The manufacturer produces the smoothie inside the bottle. In this example, the manufacturer does not produce plastic bottles. Instead, the plastic bottle would have been shipped to them by a separate manufacturer who produces plastic products. However, just because the bottle manufacturer produces the smoothie bottle, does not mean they have the raw materials to make the bottle. The bottle manufacturer needs to source the raw materials from another supplier. These materials are oil based so there is still more sourcing to be done.

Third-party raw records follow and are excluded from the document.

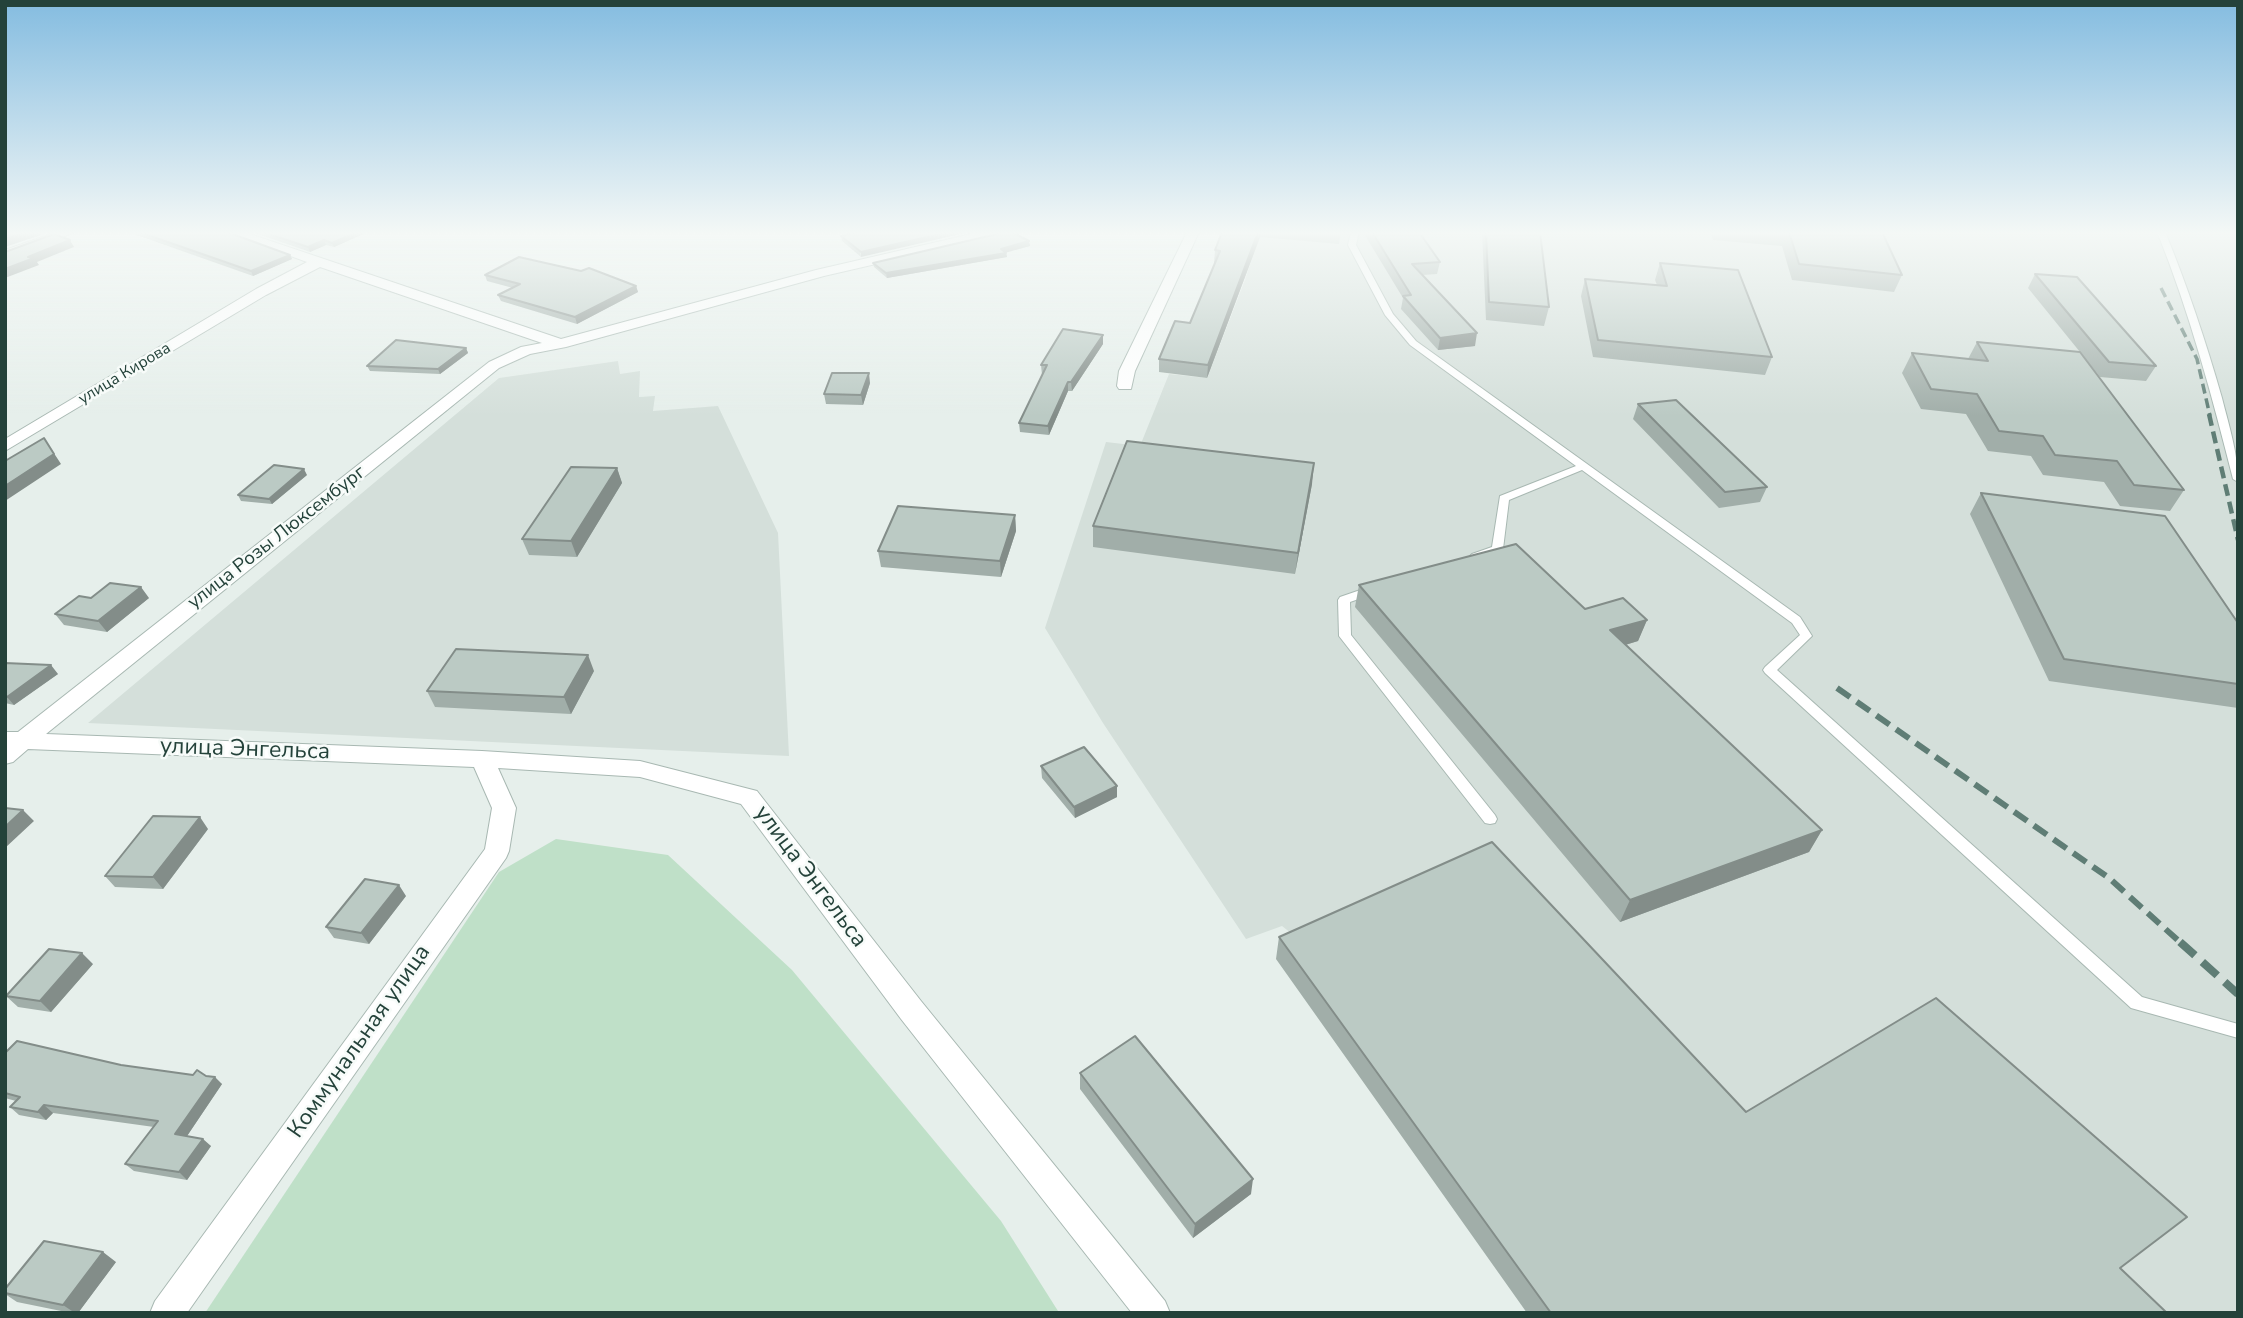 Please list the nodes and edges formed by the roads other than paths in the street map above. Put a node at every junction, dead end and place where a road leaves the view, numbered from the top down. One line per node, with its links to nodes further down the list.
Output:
1 (258, 294): 9 (street, улица Кирова)
2 (411, 294): 7 (street)
3 (746, 294): 7 (street, улица Розы Люксембург)
4 (1164, 294): 8 (street)
5 (1378, 294): 10 (lane)
6 (2187, 294): 11 (lane)
7 (561, 344): 14 (street, улица Розы Люксембург)
8 (1125, 386)
9 (5, 446)
10 (1581, 467): 12 (lane); 18 (lane)
11 (2238, 479)
12 (1459, 561)
13 (1382, 587): 17 (lane)
14 (14, 741): 15 (street, улица Розы Люксембург); 16 (street, улица Энгельса)
15 (5, 756)
16 (482, 759): 19 (street, Коммунальная улица); 20 (street, улица Энгельса)
17 (1490, 819)
18 (2238, 1031)
19 (167, 1313)
20 (1153, 1313) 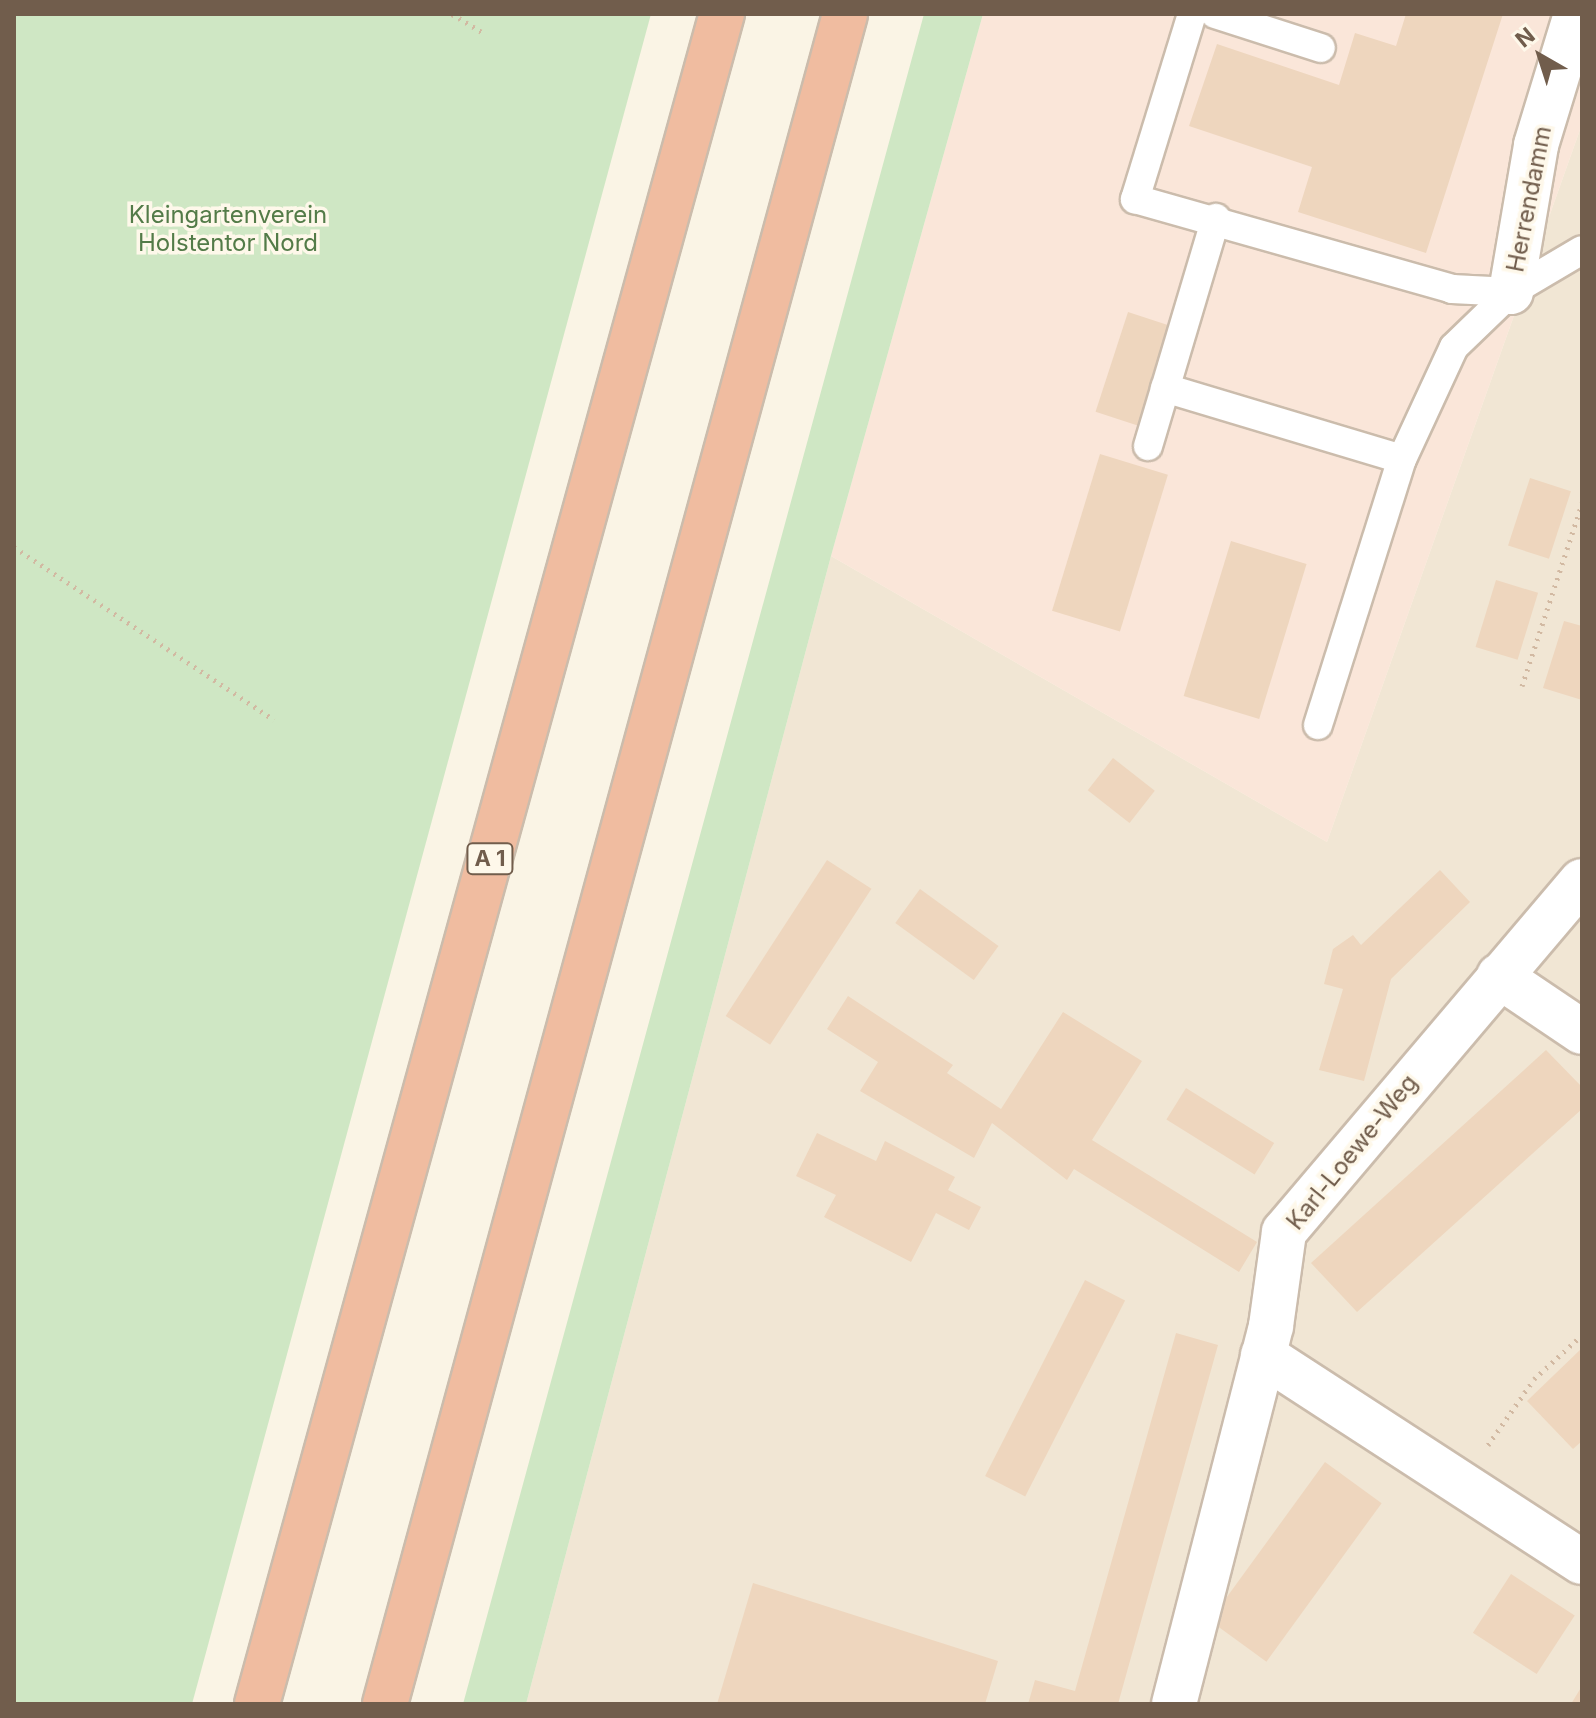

This is a very simplified version of the journey that one product goes through in the supply chain. There are more things to consider as well. These include labelling and branding of the bottle, sourcing the ingredients that go into the smoothie, and the industrial process of blending the ingredients together. Each step in this process is important to monitor.
Balancing Financial and Environmental Responsibilities
Supply chain managers are in charge of keeping everything running smoothly, while trying to optimise costs for their business. There are large financial and environmental implications faced by supply chain managers. This process is integral to bringing business success and customer satisfaction. Not only do supply chain managers face many challenges to keep this a fluid process, but they also face challenges by trying to achieve sustainable practices.
Sustainability holds businesses accountable to be socially responsible in their operations. Sustainability focuses on three core foundations: people, the planet, and profit. If a company can impact on these areas in a positive manner, they are considered to be more sustainable.
Rewinding back to our example, you’ll remember all of the transport options and the logistics involved in delivering just one item in the supply chain. A logistics manager is not only in charge of being efficient, but is now being held responsible for doing it in a sustainable way.
Some companies have set goals to reduce the amount of kilometres driven by their delivery trucks by 30%. They execute this by carefully planning routes and managing order delivery. This means carefully managing inventory control so stock can be allocated efficiently for the specific shipments. By optimising inventory control to align better with shipments, it can also help reduce energy usage, CO2 emissions, waste disposal and water usage. Moreover, by having better planned logistics and aligning it with inventory control efforts companies can save significant amounts of money through operational costs reduction.
Supply chain management plays such a significant role in both business and our world. This means companies need to look further and become more creative on how to optimise these supply chains to make sustainable efforts for our environment.